Alphabet’s quarterly results prove the advertising market is suffering, and that bodes poorly for other companies that make most of their money from ads, including Meta. 

On Tuesday, Alphabet reported that Google’s third-quarter advertising revenue fell sequentially by nearly $2 billion compared to this year’s second quarter.
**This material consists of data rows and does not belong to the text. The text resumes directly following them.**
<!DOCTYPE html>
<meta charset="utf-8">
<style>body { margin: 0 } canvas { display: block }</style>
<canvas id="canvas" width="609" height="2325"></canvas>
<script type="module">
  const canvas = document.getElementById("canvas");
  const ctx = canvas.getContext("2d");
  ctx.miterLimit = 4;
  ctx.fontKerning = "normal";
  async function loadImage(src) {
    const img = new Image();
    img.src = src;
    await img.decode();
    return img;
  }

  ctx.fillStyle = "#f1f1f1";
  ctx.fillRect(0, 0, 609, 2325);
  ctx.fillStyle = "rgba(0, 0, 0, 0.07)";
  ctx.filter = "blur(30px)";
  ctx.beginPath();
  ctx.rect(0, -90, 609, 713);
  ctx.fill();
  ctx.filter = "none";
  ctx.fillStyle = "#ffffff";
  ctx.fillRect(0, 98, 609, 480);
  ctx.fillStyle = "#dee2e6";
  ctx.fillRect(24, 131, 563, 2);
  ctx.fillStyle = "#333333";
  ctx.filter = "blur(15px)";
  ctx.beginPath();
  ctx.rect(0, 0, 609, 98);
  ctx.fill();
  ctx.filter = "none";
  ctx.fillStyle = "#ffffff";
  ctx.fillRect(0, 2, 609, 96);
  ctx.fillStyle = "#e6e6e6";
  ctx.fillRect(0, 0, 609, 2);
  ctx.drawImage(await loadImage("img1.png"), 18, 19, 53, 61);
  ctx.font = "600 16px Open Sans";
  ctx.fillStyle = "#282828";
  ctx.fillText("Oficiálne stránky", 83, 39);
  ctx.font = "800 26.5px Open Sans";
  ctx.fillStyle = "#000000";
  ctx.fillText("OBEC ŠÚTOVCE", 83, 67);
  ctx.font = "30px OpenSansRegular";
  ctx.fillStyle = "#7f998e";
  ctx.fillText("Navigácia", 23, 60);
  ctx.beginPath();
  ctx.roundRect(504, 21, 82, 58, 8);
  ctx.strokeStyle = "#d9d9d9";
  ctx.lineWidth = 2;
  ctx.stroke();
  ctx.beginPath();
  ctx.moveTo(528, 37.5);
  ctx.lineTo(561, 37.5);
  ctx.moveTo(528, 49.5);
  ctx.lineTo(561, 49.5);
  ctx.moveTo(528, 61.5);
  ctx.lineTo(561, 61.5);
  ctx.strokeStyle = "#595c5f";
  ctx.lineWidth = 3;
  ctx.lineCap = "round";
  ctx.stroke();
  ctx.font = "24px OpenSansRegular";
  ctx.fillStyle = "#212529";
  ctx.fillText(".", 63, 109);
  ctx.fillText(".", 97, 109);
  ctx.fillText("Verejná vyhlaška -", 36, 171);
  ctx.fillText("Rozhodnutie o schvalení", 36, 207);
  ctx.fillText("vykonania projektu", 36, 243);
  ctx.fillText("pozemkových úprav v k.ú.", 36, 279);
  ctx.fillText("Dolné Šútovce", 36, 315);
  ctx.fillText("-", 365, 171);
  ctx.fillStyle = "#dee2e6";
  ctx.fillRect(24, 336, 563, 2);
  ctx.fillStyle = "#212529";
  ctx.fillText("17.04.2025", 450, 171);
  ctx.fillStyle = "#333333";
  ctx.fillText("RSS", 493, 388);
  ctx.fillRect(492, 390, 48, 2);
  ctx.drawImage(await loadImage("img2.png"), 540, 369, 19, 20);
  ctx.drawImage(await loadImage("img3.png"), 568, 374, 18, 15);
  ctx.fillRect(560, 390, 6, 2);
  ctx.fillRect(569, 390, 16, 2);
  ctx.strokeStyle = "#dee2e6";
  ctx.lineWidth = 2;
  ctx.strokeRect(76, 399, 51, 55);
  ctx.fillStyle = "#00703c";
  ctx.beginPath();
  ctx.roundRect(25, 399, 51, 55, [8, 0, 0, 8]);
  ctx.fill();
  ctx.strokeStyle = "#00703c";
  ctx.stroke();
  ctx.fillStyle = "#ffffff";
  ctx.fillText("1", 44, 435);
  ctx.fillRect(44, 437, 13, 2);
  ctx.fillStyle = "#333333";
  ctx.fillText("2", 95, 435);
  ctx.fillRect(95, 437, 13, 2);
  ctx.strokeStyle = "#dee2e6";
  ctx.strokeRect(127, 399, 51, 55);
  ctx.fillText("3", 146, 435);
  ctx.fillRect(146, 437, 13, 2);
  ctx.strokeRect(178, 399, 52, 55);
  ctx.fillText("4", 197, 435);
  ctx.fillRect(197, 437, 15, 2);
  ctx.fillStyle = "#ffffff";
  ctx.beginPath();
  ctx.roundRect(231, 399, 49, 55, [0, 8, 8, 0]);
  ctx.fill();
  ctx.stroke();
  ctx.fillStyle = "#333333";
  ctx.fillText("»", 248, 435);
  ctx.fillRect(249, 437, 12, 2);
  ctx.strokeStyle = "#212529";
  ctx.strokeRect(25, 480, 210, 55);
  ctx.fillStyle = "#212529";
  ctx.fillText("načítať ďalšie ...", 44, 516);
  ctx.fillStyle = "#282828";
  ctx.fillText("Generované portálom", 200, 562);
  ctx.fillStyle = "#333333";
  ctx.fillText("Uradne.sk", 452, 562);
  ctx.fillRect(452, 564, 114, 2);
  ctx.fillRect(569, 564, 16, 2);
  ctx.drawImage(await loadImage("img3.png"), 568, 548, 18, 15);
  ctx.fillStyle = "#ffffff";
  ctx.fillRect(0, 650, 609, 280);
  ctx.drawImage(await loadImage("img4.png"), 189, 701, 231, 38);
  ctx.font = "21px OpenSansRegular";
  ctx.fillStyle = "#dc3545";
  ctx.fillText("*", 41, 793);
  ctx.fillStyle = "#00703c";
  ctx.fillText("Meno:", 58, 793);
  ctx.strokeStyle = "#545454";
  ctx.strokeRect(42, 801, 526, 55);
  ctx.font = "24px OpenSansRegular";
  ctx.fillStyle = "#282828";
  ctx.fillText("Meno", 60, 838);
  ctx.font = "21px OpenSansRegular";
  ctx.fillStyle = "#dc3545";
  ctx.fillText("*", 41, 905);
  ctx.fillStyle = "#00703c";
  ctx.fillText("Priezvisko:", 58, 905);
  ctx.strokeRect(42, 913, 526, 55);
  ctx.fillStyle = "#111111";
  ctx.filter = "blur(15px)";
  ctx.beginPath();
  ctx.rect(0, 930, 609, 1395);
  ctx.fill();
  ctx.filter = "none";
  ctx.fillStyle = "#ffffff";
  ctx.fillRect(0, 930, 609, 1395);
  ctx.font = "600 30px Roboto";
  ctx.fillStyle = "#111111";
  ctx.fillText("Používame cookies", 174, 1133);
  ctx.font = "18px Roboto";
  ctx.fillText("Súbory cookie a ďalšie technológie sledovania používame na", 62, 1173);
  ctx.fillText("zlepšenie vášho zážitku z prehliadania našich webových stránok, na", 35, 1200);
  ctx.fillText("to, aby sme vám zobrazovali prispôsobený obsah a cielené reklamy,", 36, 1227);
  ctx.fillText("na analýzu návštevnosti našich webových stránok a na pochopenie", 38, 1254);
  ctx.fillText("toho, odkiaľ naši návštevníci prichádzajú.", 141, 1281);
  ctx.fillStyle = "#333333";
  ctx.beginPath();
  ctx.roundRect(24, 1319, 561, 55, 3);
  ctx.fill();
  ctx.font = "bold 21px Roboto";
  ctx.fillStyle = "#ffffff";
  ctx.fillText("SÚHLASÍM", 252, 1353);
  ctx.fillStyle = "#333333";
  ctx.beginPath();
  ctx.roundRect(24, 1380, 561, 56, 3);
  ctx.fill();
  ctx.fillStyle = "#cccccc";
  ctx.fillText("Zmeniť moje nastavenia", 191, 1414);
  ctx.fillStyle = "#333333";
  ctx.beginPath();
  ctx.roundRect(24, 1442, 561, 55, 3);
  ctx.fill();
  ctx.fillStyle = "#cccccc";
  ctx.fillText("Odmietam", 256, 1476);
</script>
Alphabet’s CFO Ruth Porat attributed the decline to a “pullback in advertiser spend in some areas” on the company’s earnings call.

“When Google stumbles, it’s a bad omen for digital advertising at large,” said Evelyn Mitchell, principal analyst at Insider Intelligence, a research firm owned by Insider’s parent company. 

To be sure, Google’s weaker-than-expected results could signal trouble for Meta, which has already reported slowing advertising revenues in previous quarters. 

In a recent note, Mark Mahaney, an analyst at Evercore, wrote that he expects Meta’s third-quarter ad revenue to decline 5% compared to last year when it reports earnings on Wednesday. 

A further drop in advertising revenue for Meta could add to investors’ anxiety as the company has recently drawn ire from analysts and at least one prominent investor for its — so far  unprofitable pivot to the metaverse. 

However, Google’s disappointing results were not the first sign of the continued digital ad slowdown. Snap also reported weak quarterly results last week. 

“We are finding that our advertising partners across many industries are decreasing their marketing budgets, especially in the face of operating environment headwinds, inflation-driven cost pressures, and rising costs of capital,” Snap wrote in a letter to investors.